_How to complete this task_
Restate word for word every line from the top of the data below down through the line that holds "position:absolute; right:18px; bottom:18px;".
[[ Provided entries, beginning ]]
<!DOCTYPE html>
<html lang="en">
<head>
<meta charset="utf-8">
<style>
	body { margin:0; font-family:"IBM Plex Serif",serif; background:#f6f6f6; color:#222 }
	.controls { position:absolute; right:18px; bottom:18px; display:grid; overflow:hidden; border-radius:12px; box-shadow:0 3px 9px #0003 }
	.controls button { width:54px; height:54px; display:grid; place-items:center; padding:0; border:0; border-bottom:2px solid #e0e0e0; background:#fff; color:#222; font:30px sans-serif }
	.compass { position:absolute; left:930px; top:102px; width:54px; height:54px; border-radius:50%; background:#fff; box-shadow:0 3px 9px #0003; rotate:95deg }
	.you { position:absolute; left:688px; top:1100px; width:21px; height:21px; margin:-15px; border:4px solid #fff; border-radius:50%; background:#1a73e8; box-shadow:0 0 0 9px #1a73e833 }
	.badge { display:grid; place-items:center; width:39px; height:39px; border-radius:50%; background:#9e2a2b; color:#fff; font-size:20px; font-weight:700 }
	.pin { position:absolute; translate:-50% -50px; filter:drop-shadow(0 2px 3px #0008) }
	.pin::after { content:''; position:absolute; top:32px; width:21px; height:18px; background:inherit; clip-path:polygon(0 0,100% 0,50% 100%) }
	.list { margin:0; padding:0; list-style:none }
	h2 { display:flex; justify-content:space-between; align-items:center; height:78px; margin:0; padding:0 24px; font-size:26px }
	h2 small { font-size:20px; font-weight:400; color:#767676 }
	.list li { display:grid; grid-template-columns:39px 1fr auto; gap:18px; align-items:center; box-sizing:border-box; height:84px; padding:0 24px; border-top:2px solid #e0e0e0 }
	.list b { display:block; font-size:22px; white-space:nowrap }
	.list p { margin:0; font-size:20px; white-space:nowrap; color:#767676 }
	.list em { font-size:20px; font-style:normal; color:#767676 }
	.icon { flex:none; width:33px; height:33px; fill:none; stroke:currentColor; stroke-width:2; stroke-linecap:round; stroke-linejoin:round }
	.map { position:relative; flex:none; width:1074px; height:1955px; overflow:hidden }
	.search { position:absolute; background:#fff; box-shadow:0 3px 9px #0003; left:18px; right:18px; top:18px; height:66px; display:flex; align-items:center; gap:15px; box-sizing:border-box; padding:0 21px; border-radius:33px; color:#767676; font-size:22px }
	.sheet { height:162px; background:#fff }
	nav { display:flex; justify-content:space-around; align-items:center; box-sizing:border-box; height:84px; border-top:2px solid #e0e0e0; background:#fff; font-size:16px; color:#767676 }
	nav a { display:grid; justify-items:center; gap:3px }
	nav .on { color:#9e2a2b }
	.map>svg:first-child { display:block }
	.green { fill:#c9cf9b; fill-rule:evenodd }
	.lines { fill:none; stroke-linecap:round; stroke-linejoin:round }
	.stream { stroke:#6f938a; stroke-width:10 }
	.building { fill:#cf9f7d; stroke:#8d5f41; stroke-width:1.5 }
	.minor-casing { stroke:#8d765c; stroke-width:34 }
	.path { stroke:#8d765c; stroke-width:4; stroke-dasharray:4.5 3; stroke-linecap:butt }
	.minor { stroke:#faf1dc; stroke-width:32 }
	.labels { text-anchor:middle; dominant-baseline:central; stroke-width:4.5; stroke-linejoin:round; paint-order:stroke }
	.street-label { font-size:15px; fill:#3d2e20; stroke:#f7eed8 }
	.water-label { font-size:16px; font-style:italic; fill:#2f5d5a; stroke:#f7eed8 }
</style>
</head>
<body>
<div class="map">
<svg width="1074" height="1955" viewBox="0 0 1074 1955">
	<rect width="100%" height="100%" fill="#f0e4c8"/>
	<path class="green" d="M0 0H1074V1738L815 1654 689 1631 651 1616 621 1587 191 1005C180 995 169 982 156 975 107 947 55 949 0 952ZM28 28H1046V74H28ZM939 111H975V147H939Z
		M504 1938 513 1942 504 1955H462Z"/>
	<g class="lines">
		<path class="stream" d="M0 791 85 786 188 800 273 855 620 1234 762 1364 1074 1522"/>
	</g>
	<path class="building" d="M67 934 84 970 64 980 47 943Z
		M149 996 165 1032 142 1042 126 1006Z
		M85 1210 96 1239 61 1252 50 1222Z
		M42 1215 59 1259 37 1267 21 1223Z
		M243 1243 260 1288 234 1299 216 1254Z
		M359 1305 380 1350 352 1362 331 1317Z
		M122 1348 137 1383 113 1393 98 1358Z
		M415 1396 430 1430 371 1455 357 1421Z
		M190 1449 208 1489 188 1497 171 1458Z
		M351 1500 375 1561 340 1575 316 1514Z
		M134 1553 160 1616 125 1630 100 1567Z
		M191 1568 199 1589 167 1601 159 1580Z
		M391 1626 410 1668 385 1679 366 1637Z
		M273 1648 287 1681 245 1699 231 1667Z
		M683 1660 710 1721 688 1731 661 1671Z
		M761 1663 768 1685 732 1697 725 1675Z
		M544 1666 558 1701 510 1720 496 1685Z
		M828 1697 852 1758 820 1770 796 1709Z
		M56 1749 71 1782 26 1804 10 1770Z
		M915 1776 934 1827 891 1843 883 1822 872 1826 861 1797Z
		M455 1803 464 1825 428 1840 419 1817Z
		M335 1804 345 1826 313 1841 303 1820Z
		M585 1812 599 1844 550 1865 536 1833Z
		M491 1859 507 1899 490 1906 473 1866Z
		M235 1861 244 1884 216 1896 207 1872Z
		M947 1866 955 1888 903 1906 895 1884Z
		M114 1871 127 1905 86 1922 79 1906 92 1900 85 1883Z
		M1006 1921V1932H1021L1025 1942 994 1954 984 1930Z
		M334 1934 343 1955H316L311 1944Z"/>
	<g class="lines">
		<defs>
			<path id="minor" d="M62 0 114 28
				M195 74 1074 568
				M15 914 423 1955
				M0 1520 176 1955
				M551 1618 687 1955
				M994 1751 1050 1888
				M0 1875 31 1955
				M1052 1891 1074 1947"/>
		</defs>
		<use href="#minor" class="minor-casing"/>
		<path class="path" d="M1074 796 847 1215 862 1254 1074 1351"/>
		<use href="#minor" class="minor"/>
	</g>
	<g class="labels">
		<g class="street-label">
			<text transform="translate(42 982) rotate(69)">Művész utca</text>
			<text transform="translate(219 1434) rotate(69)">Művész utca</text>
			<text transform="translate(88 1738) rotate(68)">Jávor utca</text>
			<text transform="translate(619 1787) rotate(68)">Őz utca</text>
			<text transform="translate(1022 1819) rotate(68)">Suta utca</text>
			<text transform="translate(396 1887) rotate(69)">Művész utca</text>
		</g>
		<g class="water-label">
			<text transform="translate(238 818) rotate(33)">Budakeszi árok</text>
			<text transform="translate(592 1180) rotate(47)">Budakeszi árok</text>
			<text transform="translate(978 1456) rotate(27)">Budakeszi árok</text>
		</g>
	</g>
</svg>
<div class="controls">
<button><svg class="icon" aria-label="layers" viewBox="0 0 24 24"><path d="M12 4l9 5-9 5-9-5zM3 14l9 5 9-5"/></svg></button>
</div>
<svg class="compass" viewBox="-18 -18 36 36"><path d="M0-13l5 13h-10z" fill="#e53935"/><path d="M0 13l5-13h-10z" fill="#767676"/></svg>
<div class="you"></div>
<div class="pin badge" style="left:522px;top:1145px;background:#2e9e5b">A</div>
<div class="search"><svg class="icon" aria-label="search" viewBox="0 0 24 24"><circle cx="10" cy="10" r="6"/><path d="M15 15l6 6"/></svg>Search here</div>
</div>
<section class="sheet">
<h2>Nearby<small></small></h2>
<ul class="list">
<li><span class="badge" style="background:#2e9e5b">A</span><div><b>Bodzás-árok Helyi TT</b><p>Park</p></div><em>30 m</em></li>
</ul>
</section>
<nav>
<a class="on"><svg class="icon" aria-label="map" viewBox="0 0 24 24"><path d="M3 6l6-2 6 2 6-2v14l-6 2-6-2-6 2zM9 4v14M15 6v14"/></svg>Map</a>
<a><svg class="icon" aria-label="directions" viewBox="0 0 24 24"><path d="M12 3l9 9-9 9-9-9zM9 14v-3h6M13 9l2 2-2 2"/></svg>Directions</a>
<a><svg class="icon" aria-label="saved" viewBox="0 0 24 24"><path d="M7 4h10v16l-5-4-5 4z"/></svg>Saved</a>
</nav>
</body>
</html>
[[ Provided entries, end ]]
_Exercise solution_
<!DOCTYPE html>
<html lang="en">
<head>
<meta charset="utf-8">
<style>
	body { margin:0; font-family:"IBM Plex Serif",serif; background:#f6f6f6; color:#222 }
	.controls { position:absolute; right:18px; bottom:18px; display:grid; overflow:hidden; border-radius:12px; box-shadow:0 3px 9px #0003 }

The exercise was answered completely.